Your task: What is needed here is an exact transcription of all the entries.

Given records:
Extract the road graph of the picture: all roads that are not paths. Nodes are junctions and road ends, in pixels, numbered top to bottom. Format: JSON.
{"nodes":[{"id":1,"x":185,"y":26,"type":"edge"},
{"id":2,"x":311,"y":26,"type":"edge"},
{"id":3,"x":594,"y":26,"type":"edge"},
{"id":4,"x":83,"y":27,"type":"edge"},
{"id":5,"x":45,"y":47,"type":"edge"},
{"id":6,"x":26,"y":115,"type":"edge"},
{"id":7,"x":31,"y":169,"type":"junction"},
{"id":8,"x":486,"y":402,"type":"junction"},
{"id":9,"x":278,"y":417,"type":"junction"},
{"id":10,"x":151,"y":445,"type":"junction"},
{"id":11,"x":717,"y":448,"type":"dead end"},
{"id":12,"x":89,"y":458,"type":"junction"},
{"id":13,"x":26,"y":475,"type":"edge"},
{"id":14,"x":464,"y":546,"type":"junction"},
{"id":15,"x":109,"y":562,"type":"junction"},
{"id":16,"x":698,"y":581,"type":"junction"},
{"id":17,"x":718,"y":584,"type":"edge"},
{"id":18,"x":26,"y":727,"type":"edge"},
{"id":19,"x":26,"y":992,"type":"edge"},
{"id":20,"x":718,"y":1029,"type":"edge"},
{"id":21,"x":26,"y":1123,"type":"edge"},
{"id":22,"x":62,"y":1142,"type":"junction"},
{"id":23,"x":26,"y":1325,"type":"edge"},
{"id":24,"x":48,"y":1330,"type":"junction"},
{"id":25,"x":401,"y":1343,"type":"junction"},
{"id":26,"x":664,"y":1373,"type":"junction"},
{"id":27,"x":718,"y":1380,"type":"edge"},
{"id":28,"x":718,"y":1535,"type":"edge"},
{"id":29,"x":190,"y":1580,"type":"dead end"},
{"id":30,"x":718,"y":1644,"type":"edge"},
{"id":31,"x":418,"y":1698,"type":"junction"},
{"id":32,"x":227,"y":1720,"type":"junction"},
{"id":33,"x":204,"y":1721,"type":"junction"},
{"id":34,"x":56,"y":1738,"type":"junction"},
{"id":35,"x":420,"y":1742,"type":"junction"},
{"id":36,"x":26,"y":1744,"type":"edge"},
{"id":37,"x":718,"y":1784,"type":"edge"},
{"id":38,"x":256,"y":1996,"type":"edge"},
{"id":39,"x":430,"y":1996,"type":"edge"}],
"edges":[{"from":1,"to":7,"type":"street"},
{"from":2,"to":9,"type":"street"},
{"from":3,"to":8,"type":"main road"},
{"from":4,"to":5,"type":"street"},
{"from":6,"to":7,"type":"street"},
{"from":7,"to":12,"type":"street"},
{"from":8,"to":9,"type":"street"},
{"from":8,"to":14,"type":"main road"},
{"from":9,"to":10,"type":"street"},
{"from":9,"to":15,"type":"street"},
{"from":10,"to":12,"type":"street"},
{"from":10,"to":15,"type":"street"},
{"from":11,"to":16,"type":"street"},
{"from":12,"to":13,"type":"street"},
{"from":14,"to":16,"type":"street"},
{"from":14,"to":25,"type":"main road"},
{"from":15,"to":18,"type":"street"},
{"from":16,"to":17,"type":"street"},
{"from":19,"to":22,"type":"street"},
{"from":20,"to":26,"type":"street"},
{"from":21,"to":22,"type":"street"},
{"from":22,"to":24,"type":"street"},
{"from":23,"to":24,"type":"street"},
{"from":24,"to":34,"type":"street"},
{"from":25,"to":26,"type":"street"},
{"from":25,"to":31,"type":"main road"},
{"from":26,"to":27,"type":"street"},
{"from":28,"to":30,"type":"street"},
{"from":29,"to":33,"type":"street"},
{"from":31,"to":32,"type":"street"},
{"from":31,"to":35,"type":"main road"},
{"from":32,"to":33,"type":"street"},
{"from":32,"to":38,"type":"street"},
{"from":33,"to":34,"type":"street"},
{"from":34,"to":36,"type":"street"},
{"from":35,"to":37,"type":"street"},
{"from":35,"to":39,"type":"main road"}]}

Solved problem:
Extract the road graph of the picture: all roads that are not paths. Nodes are junctions and road ends, in pixels, numbered top to bottom. Format: JSON.
{"nodes":[{"id":1,"x":185,"y":26,"type":"edge"},
{"id":2,"x":311,"y":26,"type":"edge"},
{"id":3,"x":594,"y":26,"type":"edge"},
{"id":4,"x":83,"y":27,"type":"edge"},
{"id":5,"x":45,"y":47,"type":"edge"},
{"id":6,"x":26,"y":115,"type":"edge"},
{"id":7,"x":31,"y":169,"type":"junction"},
{"id":8,"x":486,"y":402,"type":"junction"},
{"id":9,"x":278,"y":417,"type":"junction"},
{"id":10,"x":151,"y":445,"type":"junction"},
{"id":11,"x":717,"y":448,"type":"dead end"},
{"id":12,"x":89,"y":458,"type":"junction"},
{"id":13,"x":26,"y":475,"type":"edge"},
{"id":14,"x":464,"y":546,"type":"junction"},
{"id":15,"x":109,"y":562,"type":"junction"},
{"id":16,"x":698,"y":581,"type":"junction"},
{"id":17,"x":718,"y":584,"type":"edge"},
{"id":18,"x":26,"y":727,"type":"edge"},
{"id":19,"x":26,"y":992,"type":"edge"},
{"id":20,"x":718,"y":1029,"type":"edge"},
{"id":21,"x":26,"y":1123,"type":"edge"},
{"id":22,"x":62,"y":1142,"type":"junction"},
{"id":23,"x":26,"y":1325,"type":"edge"},
{"id":24,"x":48,"y":1330,"type":"junction"},
{"id":25,"x":401,"y":1343,"type":"junction"},
{"id":26,"x":664,"y":1373,"type":"junction"},
{"id":27,"x":718,"y":1380,"type":"edge"},
{"id":28,"x":718,"y":1535,"type":"edge"},
{"id":29,"x":190,"y":1580,"type":"dead end"},
{"id":30,"x":718,"y":1644,"type":"edge"},
{"id":31,"x":418,"y":1698,"type":"junction"},
{"id":32,"x":227,"y":1720,"type":"junction"},
{"id":33,"x":204,"y":1721,"type":"junction"},
{"id":34,"x":56,"y":1738,"type":"junction"},
{"id":35,"x":420,"y":1742,"type":"junction"},
{"id":36,"x":26,"y":1744,"type":"edge"},
{"id":37,"x":718,"y":1784,"type":"edge"},
{"id":38,"x":256,"y":1996,"type":"edge"},
{"id":39,"x":430,"y":1996,"type":"edge"}],
"edges":[{"from":1,"to":7,"type":"street"},
{"from":2,"to":9,"type":"street"},
{"from":3,"to":8,"type":"main road"},
{"from":4,"to":5,"type":"street"},
{"from":6,"to":7,"type":"street"},
{"from":7,"to":12,"type":"street"},
{"from":8,"to":9,"type":"street"},
{"from":8,"to":14,"type":"main road"},
{"from":9,"to":10,"type":"street"},
{"from":9,"to":15,"type":"street"},
{"from":10,"to":12,"type":"street"},
{"from":10,"to":15,"type":"street"},
{"from":11,"to":16,"type":"street"},
{"from":12,"to":13,"type":"street"},
{"from":14,"to":16,"type":"street"},
{"from":14,"to":25,"type":"main road"},
{"from":15,"to":18,"type":"street"},
{"from":16,"to":17,"type":"street"},
{"from":19,"to":22,"type":"street"},
{"from":20,"to":26,"type":"street"},
{"from":21,"to":22,"type":"street"},
{"from":22,"to":24,"type":"street"},
{"from":23,"to":24,"type":"street"},
{"from":24,"to":34,"type":"street"},
{"from":25,"to":26,"type":"street"},
{"from":25,"to":31,"type":"main road"},
{"from":26,"to":27,"type":"street"},
{"from":28,"to":30,"type":"street"},
{"from":29,"to":33,"type":"street"},
{"from":31,"to":32,"type":"street"},
{"from":31,"to":35,"type":"main road"},
{"from":32,"to":33,"type":"street"},
{"from":32,"to":38,"type":"street"},
{"from":33,"to":34,"type":"street"},
{"from":34,"to":36,"type":"street"},
{"from":35,"to":37,"type":"street"},
{"from":35,"to":39,"type":"main road"}]}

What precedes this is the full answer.